Reasons for Relaxation:

  • Protection of Vulnerable Individuals: Restricting standing only to spouses excludes others with a legitimate interest in safeguarding the victim, such as parents, children, or concerned citizens. Relaxed rules allow them to act on behalf of the victim, especially in situations where the victim is under duress or lacks the courage to come forward.
  • Public Interest: Matrimonial offenses often have broader societal implications beyond the immediate family. Allowing concerned individuals to initiate proceedings helps address social issues like domestic violence and promote public welfare.
  • Ensuring Effective Enforcement: In cases where the victim is unwilling or unable to file a complaint due to fear, intimidation, or dependence on the offender, allowing others to initiate proceedings helps ensure that offenses are not condoned and perpetrators are held accountable.

Examples of Relaxation in Indian Law:

  • The Protection of Women from Domestic Violence Act, 2005: This act grants standing to not only the aggrieved wife but also her parents, children, siblings, and other close relatives to file complaints against perpetrators of domestic violence.
  • The Hindu Marriage Act, 1955: Under certain circumstances, even blood relatives of a spouse can file petitions for nullification of marriage or divorce, particularly if the affected spouse is incapable of doing so due to mental illness or other limitations.
  • The Code of Criminal Procedure, 1973: Section 156(3) allows any person, not just close relatives or the victim, to file a complaint on behalf of a woman subject to cruelty by her husband or his relatives.

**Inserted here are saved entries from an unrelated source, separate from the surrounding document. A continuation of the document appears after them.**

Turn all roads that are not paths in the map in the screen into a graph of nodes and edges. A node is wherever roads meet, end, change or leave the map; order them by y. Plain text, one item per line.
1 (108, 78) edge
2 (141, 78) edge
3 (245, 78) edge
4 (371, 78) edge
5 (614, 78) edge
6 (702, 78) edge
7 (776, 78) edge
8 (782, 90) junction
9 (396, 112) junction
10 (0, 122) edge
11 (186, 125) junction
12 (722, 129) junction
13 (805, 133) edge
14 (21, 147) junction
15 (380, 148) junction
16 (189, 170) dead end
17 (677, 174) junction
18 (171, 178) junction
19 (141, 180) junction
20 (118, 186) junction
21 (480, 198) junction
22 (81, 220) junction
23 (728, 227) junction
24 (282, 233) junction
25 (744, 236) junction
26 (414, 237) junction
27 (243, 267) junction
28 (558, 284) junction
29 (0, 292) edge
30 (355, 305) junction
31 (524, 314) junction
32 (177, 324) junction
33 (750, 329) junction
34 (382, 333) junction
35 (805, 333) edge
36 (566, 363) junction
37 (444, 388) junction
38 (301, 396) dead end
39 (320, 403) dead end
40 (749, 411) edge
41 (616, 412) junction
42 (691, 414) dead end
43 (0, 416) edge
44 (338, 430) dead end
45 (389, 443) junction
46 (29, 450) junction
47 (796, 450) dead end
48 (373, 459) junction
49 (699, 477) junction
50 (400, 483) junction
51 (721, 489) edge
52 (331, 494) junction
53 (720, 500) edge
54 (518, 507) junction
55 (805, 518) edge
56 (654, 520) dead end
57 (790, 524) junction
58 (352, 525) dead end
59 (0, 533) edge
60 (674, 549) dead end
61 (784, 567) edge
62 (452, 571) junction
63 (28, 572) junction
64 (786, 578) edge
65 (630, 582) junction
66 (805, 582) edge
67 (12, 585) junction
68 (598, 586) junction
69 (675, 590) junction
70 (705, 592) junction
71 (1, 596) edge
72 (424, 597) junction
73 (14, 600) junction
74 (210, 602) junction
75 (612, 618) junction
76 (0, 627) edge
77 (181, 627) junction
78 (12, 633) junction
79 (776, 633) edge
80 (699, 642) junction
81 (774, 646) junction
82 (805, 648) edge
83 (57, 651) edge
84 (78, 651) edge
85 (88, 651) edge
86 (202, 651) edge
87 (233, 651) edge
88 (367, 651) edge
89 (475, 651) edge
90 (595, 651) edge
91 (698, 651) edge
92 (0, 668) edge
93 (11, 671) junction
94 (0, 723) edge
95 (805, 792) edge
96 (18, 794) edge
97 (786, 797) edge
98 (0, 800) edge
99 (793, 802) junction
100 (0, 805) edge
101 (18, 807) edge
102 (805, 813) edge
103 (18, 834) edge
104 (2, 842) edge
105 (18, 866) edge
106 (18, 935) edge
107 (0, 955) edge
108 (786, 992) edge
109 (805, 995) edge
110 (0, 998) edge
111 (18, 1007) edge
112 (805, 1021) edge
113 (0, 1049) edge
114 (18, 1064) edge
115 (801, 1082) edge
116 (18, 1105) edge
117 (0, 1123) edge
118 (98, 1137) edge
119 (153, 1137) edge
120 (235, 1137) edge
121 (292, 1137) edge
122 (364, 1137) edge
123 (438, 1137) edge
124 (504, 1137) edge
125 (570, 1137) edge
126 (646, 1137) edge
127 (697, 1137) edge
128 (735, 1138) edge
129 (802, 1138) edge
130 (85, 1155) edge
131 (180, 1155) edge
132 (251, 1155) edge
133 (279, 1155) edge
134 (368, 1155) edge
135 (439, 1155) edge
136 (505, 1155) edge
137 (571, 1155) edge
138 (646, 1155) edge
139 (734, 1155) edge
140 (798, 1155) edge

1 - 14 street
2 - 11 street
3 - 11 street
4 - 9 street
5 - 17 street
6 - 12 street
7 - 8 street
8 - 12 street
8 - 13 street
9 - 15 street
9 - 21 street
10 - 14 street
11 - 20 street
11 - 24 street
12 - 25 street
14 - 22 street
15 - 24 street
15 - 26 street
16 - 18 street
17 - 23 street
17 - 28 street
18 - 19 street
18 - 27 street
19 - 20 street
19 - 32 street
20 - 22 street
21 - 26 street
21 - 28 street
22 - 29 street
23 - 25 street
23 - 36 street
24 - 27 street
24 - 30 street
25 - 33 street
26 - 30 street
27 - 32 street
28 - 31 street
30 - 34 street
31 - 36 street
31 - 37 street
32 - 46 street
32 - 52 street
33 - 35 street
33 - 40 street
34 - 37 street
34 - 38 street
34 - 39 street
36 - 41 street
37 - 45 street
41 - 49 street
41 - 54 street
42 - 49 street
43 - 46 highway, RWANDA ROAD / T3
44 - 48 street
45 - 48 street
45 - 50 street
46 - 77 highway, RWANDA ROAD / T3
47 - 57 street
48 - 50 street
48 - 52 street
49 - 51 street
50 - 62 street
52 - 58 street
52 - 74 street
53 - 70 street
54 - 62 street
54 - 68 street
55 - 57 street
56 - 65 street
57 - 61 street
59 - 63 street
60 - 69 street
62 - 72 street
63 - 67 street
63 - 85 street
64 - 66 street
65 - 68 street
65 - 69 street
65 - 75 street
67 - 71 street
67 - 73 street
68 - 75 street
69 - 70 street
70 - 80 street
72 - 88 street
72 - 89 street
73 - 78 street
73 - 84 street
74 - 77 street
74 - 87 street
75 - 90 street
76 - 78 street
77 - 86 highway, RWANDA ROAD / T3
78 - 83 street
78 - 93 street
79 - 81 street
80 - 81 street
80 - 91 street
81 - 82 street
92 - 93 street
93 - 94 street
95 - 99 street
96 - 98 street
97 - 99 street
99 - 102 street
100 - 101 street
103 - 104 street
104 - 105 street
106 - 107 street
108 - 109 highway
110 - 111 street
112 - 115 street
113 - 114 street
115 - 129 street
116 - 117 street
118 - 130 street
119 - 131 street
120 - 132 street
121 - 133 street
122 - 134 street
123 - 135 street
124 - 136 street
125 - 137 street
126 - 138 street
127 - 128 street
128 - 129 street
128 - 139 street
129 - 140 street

Justification for Relaxation:

The relaxation of the locus standi rule for matrimonial offenses and proceedings is justified based on:

  • Constitutional Right to Justice: Article 21 of the Indian Constitution guarantees the right to life and personal liberty, which includes the right to access justice. Relaxed standing rules ensure that no one is denied the opportunity to seek legal recourse due to technicalities.
  • Social Justice and Gender Equality: Restricting standing to spouses often disadvantages women due to their subordinate position within the family structure. Relaxed rules promote gender equality by empowering more individuals to advocate for victims and prevent marital injustices.
  • Prevention of Misuse: While concerns exist about potential misuse of the relaxed rule, safeguards can be implemented, such as requiring complainants to provide evidence of genuine concern and preventing frivolous litigation.

Overall, the relaxation of the locus standi rule for matrimonial offenses and proceedings in India represents a significant step towards ensuring access to justice and protecting vulnerable individuals within the family unit. This evolving legal landscape reflects the changing societal perception of marital relationships and emphasizes the importance of safeguarding individual rights and promoting public well-being.